Yes, well, like a true Bedilia, it’s been awhile since I’ve last written. I’ve been busy working, being a space cadet, working some more, moving into my new luxurious mattress, and working a tad more. Then I enjoyed the most amazing, or at least ONE of the most amazing Thanksgivings ever. Relaxing, totally pressure-free. I missed my family, my friends, but alas threats of the snow kept me walking around the same lake I’ve been walking around for the past 7 months.
Now it’s back to the real world. The real world. The real world. The sound echoes through my head, clangs against my skull bones, because I’m having a hard time believing that this could possibly be real life. Is unhappiness and discomfort everyday supposed to be how life goes? Do I have to constantly be telling myself to think and feel a way that I don’t?
Sometimes, kids have it so lucky.

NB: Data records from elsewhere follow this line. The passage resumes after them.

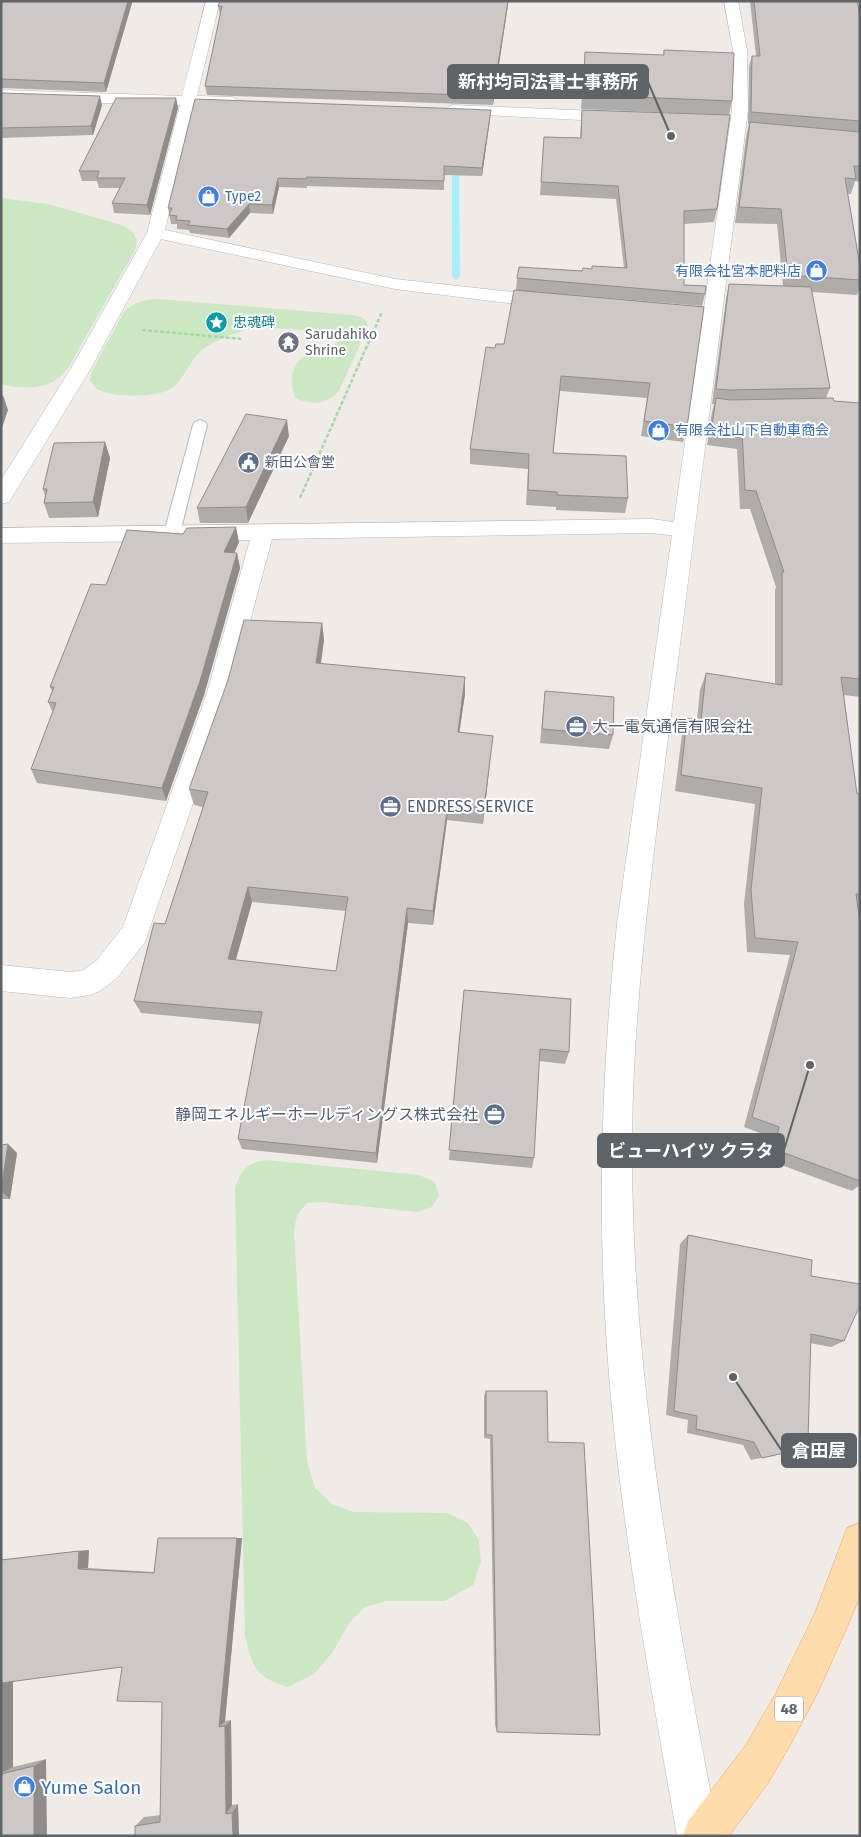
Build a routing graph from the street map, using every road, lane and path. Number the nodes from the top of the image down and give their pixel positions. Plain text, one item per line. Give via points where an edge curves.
1 (213, 1) edge
2 (731, 1) edge
3 (1, 94) edge
4 (188, 100) junction
5 (248, 103) edge
6 (438, 110) edge
7 (636, 117) edge
8 (156, 233) junction
9 (395, 284) junction
10 (562, 303) edge
11 (104, 327) junction
12 (242, 339) dead end
13 (200, 425) dead end
14 (1, 497) edge
15 (684, 530) junction
16 (288, 531) junction
17 (262, 532) junction
18 (172, 533) junction
19 (1, 536) edge
20 (1, 978) edge
21 (857, 1561) edge
22 (698, 1836) edge
23 (703, 1836) edge

1 - 4 street
2 - 15 street via 742,69 738,126 704,314 708,410
3 - 4 street
4 - 5 street
4 - 8 street
6 - 7 street
8 - 9 street
8 - 11 street
9 - 10 street
9 - 16 path via 289,522
11 - 12 path
11 - 14 street
13 - 18 lane
15 - 16 street via 652,526
15 - 22 street via 622,998 616,1168 626,1372 639,1490
16 - 17 street
17 - 18 street
17 - 20 street via 218,696 135,933 108,969 90,982 70,985
18 - 19 street
21 - 23 main road, 48 via 803,1684 759,1761

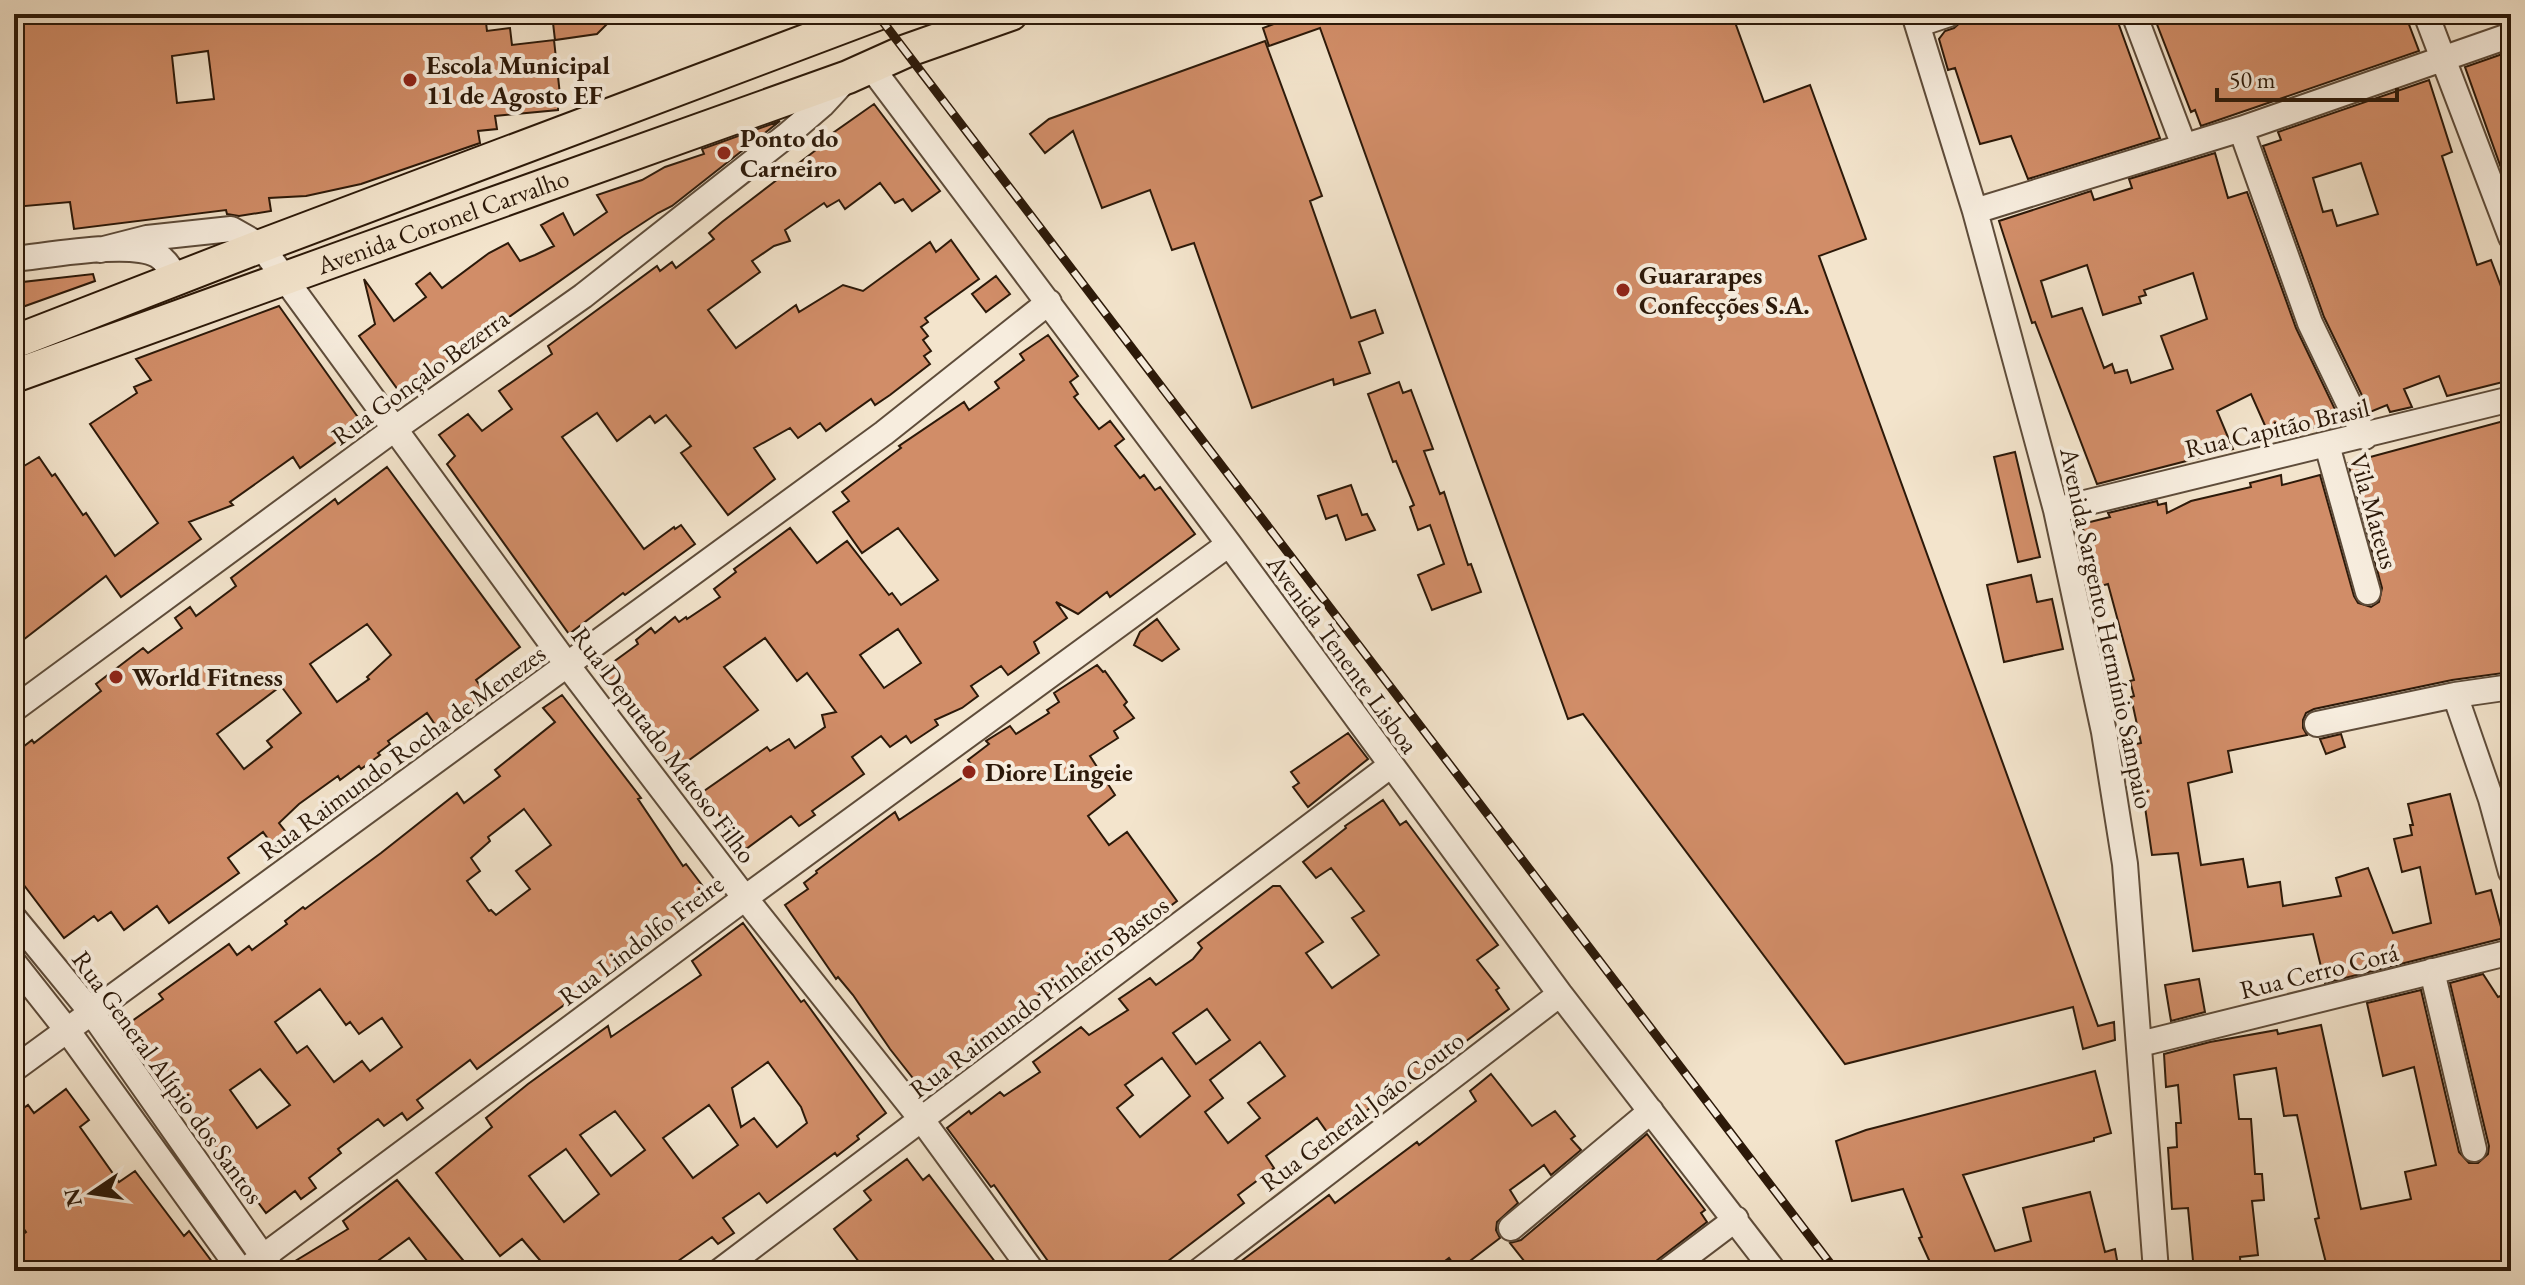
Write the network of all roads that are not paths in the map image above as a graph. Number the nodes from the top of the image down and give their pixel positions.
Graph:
1 (877, 14) edge
2 (1011, 14) edge
3 (1949, 14) edge
4 (2134, 14) edge
5 (2426, 14) edge
6 (1916, 19) edge
7 (835, 21) edge
8 (2511, 35) edge
9 (2443, 58) junction
10 (859, 72) junction
11 (2241, 129) junction
12 (2184, 146) junction
13 (1975, 211) junction
14 (2511, 237) edge
15 (261, 246) junction
16 (100, 250) junction
17 (14, 259) edge
18 (177, 278) junction
19 (285, 279) junction
20 (1049, 302) junction
21 (14, 342) edge
22 (14, 376) edge
23 (2511, 399) edge
24 (393, 430) junction
25 (2365, 437) junction
26 (2327, 445) junction
27 (2056, 510) junction
28 (1229, 544) junction
29 (2368, 592) dead end
30 (568, 666) junction
31 (2511, 687) edge
32 (2455, 695) junction
33 (14, 709) edge
34 (2317, 724) dead end
35 (1390, 766) junction
36 (2511, 872) edge
37 (745, 898) junction
38 (14, 918) edge
39 (2511, 952) edge
40 (14, 963) edge
41 (2432, 971) junction
42 (1560, 994) junction
43 (92, 1013) junction
44 (67, 1030) junction
45 (2140, 1044) junction
46 (14, 1069) edge
47 (1651, 1111) junction
48 (922, 1120) junction
49 (2474, 1149) dead end
50 (1736, 1219) junction
51 (1511, 1228) dead end
52 (255, 1268) edge
53 (720, 1271) edge
54 (1032, 1271) edge
55 (1199, 1271) edge
56 (1667, 1271) edge
57 (1774, 1271) edge
58 (2156, 1271) edge

1 - 7 main road, Avenida Coronel Carvalho
2 - 10 main road, Avenida Coronel Carvalho
3 - 6 street
4 - 12 street
5 - 9 street
6 - 13 street, Avenida Sargento Hermínio Sampaio
7 - 15 main road, Avenida Coronel Carvalho
8 - 9 street
9 - 11 street
9 - 14 street
10 - 19 main road, Avenida Coronel Carvalho
10 - 20 street, Avenida Tenente Lisboa
10 - 24 street, Rua Gonçalo Bezerra
11 - 12 street
11 - 25 street
12 - 13 street
13 - 27 street, Avenida Sargento Hermínio Sampaio
15 - 16 street
15 - 18 main road, Avenida Coronel Carvalho
15 - 19 street, Rua Deputado Matoso Filho
16 - 17 street
16 - 18 street
18 - 21 main road, Avenida Coronel Carvalho
19 - 22 main road, Avenida Coronel Carvalho
19 - 24 street, Rua Deputado Matoso Filho
20 - 28 street, Avenida Tenente Lisboa
20 - 30 street, Rua Raimundo Rocha de Menezes
23 - 25 street, Rua Capitão Brasil
24 - 30 street, Rua Deputado Matoso Filho
24 - 33 street, Rua Gonçalo Bezerra
25 - 26 street, Rua Capitão Brasil
26 - 27 street, Rua Capitão Brasil
26 - 29 street, Vila Mateus
27 - 45 street, Avenida Sargento Hermínio Sampaio
28 - 35 street, Avenida Tenente Lisboa
28 - 37 street, Rua Lindolfo Freire
30 - 37 street, Rua Deputado Matoso Filho
30 - 43 street, Rua Raimundo Rocha de Menezes
31 - 32 street
32 - 34 street
32 - 36 street
35 - 42 street, Avenida Tenente Lisboa
35 - 48 street, Rua Raimundo Pinheiro Bastos
37 - 48 street, Rua Deputado Matoso Filho
37 - 52 street, Rua Lindolfo Freire
38 - 43 street, Rua General Alípio dos Santos
39 - 41 street, Rua Cerro Corá
40 - 44 street, Rua General Alípio dos Santos
41 - 45 street, Rua Cerro Corá
41 - 49 street
42 - 47 street, Avenida Tenente Lisboa
42 - 55 street, Rua General João Couto
43 - 44 street, Rua Raimundo Rocha de Menezes
43 - 52 street, Rua General Alípio dos Santos
44 - 46 street, Rua Raimundo Rocha de Menezes
44 - 52 street, Rua General Alípio dos Santos
45 - 58 street, Avenida Sargento Hermínio Sampaio
47 - 50 street, Avenida Tenente Lisboa
47 - 51 street
48 - 53 street, Rua Raimundo Pinheiro Bastos
48 - 54 street, Rua Deputado Matoso Filho
50 - 56 street
50 - 57 street, Avenida Tenente Lisboa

If things are not going their way, they whine, they cry, they scream. They throw stuff. They hit people. The repercussions are minor, like sitting in time out, losing cookies and getting grounded from TV. Grown ups have to hide so many emotions. They have to kid themselves into so many things, and talk themselves into feeling or acting certain ways. So I want to ask…what is up with the facade? I wanna drown the fake me, so she can’t screw up my soul searching. How am I supposed to find myself if she gets in the way and pretends to be someone I’m not?
Life can really put you between a rock and a hard place. I noticed that when I arrived there, I stopped expecting everyday to present a miracle. I stopped thinking something special might happen, or I might get a little closer to my center. I stopped hoping and dreaming…
But I’m taking two big steps towards change. The question now is, can I trick myself into gradual acceptance of myself?
One foot. Two foot. Left foot. Right foot. One right in front of the other.